WHAT TO WORK ON >> In the records that follow, show each line where the word "Savolankatu" is present.

RECORDS FOR THIS EXERCISE >>
┌──

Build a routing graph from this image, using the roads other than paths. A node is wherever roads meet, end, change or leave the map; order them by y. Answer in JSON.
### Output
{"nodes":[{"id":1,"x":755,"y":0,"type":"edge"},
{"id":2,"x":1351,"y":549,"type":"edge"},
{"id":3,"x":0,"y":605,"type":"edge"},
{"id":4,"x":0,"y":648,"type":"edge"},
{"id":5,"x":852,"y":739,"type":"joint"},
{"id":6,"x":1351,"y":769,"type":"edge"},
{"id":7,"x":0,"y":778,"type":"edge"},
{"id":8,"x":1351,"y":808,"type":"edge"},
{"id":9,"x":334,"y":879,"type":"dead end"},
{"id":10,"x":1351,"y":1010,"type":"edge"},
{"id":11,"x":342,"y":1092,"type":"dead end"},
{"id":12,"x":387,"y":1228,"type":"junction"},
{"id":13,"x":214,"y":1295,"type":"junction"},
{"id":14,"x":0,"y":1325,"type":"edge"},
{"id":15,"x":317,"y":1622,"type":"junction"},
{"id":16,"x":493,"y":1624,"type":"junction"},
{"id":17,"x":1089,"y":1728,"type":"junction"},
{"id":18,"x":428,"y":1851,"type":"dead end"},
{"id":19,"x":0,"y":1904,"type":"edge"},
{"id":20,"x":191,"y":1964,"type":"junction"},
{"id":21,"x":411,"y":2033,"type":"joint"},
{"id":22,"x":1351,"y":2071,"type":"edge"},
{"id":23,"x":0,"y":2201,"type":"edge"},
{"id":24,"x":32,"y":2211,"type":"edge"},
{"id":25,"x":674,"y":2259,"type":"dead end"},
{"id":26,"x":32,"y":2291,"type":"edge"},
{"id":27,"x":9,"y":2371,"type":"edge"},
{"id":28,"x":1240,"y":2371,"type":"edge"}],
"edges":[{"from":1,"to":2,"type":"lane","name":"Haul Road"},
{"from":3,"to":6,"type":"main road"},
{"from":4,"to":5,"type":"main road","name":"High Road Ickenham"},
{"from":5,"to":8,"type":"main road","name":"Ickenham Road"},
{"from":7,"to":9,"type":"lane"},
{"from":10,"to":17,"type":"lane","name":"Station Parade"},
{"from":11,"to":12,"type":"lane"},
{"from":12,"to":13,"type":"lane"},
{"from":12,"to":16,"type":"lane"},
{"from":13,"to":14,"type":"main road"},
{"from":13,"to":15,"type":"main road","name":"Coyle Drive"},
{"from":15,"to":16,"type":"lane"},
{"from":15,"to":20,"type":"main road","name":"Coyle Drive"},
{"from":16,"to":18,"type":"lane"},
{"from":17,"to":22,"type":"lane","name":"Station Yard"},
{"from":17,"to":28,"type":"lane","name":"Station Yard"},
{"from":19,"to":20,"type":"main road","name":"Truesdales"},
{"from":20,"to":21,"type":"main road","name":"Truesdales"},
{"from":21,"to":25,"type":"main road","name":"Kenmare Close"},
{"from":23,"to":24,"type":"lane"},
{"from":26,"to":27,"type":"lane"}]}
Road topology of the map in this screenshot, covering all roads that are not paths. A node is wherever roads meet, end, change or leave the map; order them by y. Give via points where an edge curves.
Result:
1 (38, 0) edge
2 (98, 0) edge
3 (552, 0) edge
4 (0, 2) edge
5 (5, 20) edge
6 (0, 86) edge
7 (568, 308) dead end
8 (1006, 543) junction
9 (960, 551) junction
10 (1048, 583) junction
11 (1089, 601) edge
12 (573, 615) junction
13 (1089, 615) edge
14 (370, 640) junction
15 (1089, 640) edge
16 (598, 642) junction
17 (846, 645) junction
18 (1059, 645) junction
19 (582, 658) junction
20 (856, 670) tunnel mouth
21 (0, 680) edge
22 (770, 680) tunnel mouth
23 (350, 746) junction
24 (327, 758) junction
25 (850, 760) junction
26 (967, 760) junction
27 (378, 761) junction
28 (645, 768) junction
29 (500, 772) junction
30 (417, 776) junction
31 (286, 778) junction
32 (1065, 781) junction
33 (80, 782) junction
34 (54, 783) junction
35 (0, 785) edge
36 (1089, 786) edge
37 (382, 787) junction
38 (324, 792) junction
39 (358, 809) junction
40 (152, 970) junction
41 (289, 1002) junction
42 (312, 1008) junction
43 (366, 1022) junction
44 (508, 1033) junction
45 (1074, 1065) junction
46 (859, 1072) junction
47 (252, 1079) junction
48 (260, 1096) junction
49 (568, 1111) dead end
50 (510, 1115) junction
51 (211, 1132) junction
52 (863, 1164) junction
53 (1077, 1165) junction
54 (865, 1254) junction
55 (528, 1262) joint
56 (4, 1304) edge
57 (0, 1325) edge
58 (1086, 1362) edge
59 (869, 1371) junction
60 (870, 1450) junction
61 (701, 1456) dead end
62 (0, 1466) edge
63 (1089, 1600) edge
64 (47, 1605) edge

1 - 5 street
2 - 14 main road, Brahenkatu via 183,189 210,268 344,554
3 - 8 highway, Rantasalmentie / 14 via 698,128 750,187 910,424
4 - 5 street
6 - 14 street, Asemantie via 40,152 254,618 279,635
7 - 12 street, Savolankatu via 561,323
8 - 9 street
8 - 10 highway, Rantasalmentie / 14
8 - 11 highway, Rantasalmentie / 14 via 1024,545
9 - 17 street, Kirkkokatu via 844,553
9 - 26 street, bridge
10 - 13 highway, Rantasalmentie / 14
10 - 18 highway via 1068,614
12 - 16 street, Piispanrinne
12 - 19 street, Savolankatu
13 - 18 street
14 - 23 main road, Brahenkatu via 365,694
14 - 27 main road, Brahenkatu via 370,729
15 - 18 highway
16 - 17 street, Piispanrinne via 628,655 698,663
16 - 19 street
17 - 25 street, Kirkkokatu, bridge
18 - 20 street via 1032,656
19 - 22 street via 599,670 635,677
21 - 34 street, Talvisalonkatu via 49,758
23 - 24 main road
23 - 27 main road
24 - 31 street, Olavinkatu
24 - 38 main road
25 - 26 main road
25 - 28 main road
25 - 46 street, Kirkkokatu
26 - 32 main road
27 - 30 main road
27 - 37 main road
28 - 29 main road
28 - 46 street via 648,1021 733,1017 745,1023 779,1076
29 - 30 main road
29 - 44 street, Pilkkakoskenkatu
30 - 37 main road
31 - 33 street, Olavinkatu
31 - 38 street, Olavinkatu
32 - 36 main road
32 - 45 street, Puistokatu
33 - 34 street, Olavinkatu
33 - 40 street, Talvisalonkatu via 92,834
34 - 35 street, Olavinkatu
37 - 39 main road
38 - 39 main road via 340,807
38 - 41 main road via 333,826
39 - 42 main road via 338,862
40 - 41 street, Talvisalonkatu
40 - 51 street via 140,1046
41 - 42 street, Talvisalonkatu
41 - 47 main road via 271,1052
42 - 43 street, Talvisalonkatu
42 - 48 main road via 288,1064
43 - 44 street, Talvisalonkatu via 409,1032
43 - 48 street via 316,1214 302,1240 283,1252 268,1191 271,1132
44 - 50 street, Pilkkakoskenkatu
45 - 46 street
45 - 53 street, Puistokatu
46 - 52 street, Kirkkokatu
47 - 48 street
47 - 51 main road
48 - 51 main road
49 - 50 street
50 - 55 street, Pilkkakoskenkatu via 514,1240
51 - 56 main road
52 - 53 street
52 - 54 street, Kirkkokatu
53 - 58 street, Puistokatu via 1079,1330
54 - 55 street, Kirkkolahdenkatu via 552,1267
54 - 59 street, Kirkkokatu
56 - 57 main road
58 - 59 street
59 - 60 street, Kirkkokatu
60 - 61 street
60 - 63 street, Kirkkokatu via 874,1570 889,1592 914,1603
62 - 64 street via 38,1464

└──

WRITTEN RESPONSE >>
7 - 12 street, Savolankatu via 561,323
12 - 19 street, Savolankatu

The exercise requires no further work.